En los andes peruanos, donde las montañas guardan historias de siglos, las manos de agricultoras y agricultores han sido las guardianas silenciosas de un tesoro invaluable: las semillas nativas. De generación en generación, familias campesinas han conservado y mejorado variedades de papa, maíz, quinua y cientos de cultivos que hoy sostienen la seguridad alimentaria del país. Sin embargo, ese legado está en peligro.
La industrialización del agro, la presión de semillas certificadas y modificadas, y la falta de políticas de protección han puesto en riesgo el sistema tradicional de semillas nativas, aquellas que han sido seleccionadas, cultivadas y protegidas por comunidades durante siglos. Según datos del Ministerio de Desarrollo Agrario y Riego (MIDAGRI), la agricultura familiar abastece el 83% de los alimentos que consumimos en Perú, cultivando semillas nativas, pero sin una legislación que las proteja, su permanencia es incierta.

Por ello, una delegación de lideresas y líderes agrarios, articulados en el Grupo Impulsor de Semillas Nativas (GRISEN), ha llevado su lucha hasta el Congreso de la República. Este jueves 3 de abril, presentaron la propuesta legislativa “Ley general del sistema tradicional de semillas nativas en el marco de la conservación y uso sostenible de los recursos filogenéticos para la alimentación y la agricultura”, con el respaldo de las congresistas Sigrid Bazán, Silvia Monteza, Silvana Robles, Heidy Juárez y Elizabeth Taipe.
La propuesta, construida en talleres y congresos con especialistas y agricultores de todo el país, busca establecer un marco normativo que garantice la protección de las semillas nativas, salvaguarde los derechos de quienes las cultivan y valore los sistemas tradicionales de producción. “Tenemos más de 3 800 variedades de semillas que son ecológicas, no necesitan agroquímicos. Como no hay protección para estas semillas, se están perdiendo porque el Estado nos pide que cultivemos semillas certificadas”, comenta Isabel De la Cruz, lideresa de Ayacucho e integrante de la Convención Nacional del Agro Peruano – CONVEAGRO.

Jorge Rodríguez, parte del equipo técnico de GRISEN y representante de la organización Fomento de la Vida – FOVIDA, explicó a Contranoticia.pe que “casi la totalidad de familias agricultoras usan semillas nativas porque sus cultivos se producen en las zonas más agrestes y complejas”, condiciones que las llamadas “semillas certificadas” no son capaces de soportar.
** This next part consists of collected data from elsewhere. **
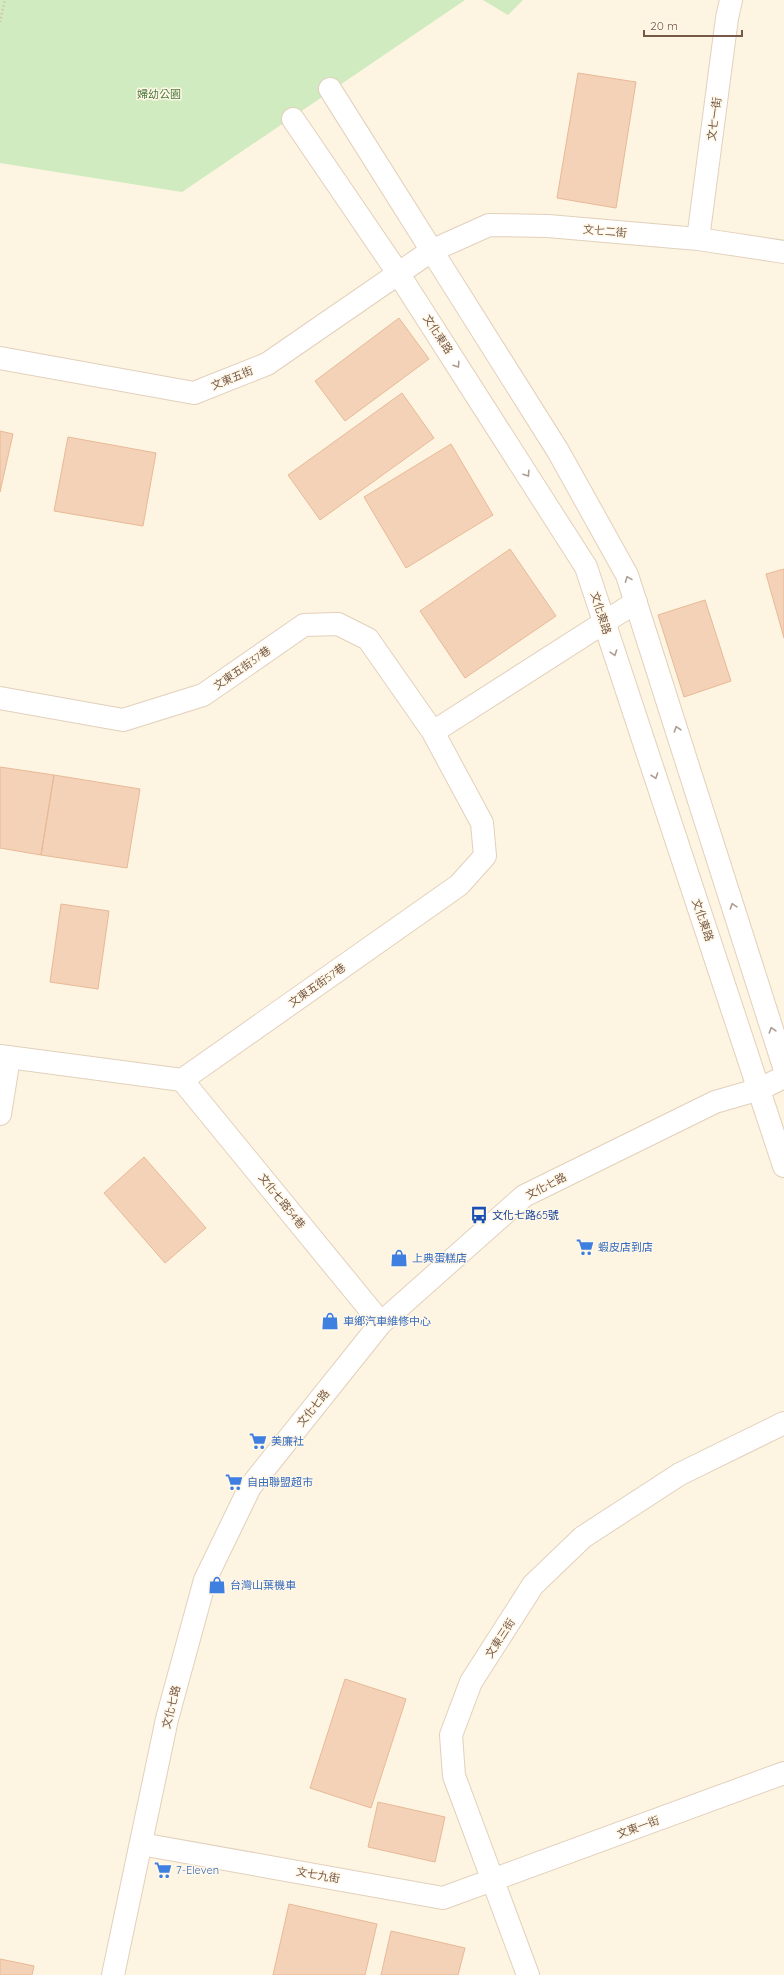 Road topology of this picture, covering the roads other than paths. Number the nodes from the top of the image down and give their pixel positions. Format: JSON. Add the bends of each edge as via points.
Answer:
{"nodes":[{"id":1,"x":732,"y":0,"type":"edge"},
{"id":2,"x":330,"y":90,"type":"dead end"},
{"id":3,"x":293,"y":119,"type":"dead end"},
{"id":4,"x":698,"y":239,"type":"junction"},
{"id":5,"x":431,"y":251,"type":"junction"},
{"id":6,"x":784,"y":252,"type":"edge"},
{"id":7,"x":398,"y":273,"type":"junction"},
{"id":8,"x":0,"y":358,"type":"edge"},
{"id":9,"x":636,"y":602,"type":"junction"},
{"id":10,"x":603,"y":621,"type":"junction"},
{"id":11,"x":0,"y":698,"type":"edge"},
{"id":12,"x":433,"y":732,"type":"junction"},
{"id":13,"x":5,"y":1057,"type":"edge"},
{"id":14,"x":784,"y":1067,"type":"edge"},
{"id":15,"x":784,"y":1077,"type":"edge"},
{"id":16,"x":182,"y":1080,"type":"junction"},
{"id":17,"x":760,"y":1089,"type":"junction"},
{"id":18,"x":0,"y":1114,"type":"edge"},
{"id":19,"x":784,"y":1166,"type":"edge"},
{"id":20,"x":381,"y":1323,"type":"junction"},
{"id":21,"x":784,"y":1422,"type":"edge"},
{"id":22,"x":784,"y":1773,"type":"edge"},
{"id":23,"x":141,"y":1844,"type":"junction"},
{"id":24,"x":492,"y":1881,"type":"junction"},
{"id":25,"x":113,"y":1975,"type":"edge"},
{"id":26,"x":528,"y":1975,"type":"edge"}],
"edges":[{"from":1,"to":4,"type":"street","name":"文七一街","via":[[727,18]]},
{"from":2,"to":5,"type":"street"},
{"from":3,"to":7,"type":"street","name":"文化東路"},
{"from":4,"to":5,"type":"street","name":"文七二街","via":[[548,226],[489,225]]},
{"from":4,"to":6,"type":"street","name":"文七二街"},
{"from":5,"to":7,"type":"street","name":"文東五街"},
{"from":9,"to":5,"type":"street","one_way":true,"via":[[627,575],[558,451]]},
{"from":7,"to":8,"type":"street","name":"文東五街","via":[[266,364],[194,393]]},
{"from":7,"to":10,"type":"street","name":"文化東路","one_way":true,"via":[[586,566]]},
{"from":9,"to":10,"type":"street"},
{"from":14,"to":9,"type":"street","one_way":true},
{"from":10,"to":12,"type":"street"},
{"from":10,"to":17,"type":"street","name":"文化東路","one_way":true},
{"from":11,"to":12,"type":"street","name":"文東五街37巷","via":[[123,720],[203,695],[304,625],[338,624],[368,639]]},
{"from":12,"to":16,"type":"street","name":"文東五街57巷","via":[[482,823],[485,856],[459,885]]},
{"from":13,"to":16,"type":"street"},
{"from":13,"to":18,"type":"street"},
{"from":15,"to":17,"type":"street","name":"文化七路"},
{"from":16,"to":20,"type":"street","name":"文化七路54巷"},
{"from":17,"to":19,"type":"street","name":"文化東路"},
{"from":17,"to":20,"type":"street","name":"文化七路","via":[[715,1102],[524,1196]]},
{"from":20,"to":23,"type":"street","name":"文化七路","via":[[250,1487],[205,1580],[167,1719]]},
{"from":21,"to":24,"type":"street","name":"文東三街","via":[[680,1474],[582,1538],[533,1585],[472,1682],[451,1735],[454,1776]]},
{"from":22,"to":24,"type":"street","name":"文東一街"},
{"from":23,"to":24,"type":"street","name":"文七九街","via":[[443,1898]]},
{"from":23,"to":25,"type":"street","name":"文化七路"},
{"from":24,"to":26,"type":"street","name":"文東三街"}]}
Para las familias agricultoras, este tipo de semillas representan un riesgo para la biodiversidad y la economía campesina.
A diferencia de las semillas nativas, muchas de estas son híbridas o modificadas, lo que significa que no pueden reproducirse de manera natural en cada cosecha, obligando a las y los agricultores a comprarlas año tras año. Además, requieren el uso de agroquímicos específicos para su cultivo que aumenta los costos de producción y genera dependencia de insumos externos, afectando especialmente a las familias campesinas de bajos recursos.
De acuerdo al informe de Oxfam ‘Agricultura familiar en tiempos de crisis en Perú’, 4 de cada 10 agricultores en el país viven en situación de pobreza. Por lo tanto, no cuentan con los recursos económicos suficientes como para invertir en los insumos, herramientas y materiales que el cultivo de «semillas certificadas» necesita.
Los métodos ancestrales de producción, conservación, intercambio y uso de semillas nativas son base de la seguridad y soberanía alimentaria. A pesar de este rol fundamental, el sistema tradicional de semillas sigue sin reconocimiento legal, lo que lo expone a riesgos como la contaminación genética, la apropiación indebida por parte de empresas y la pérdida de variedades nativas.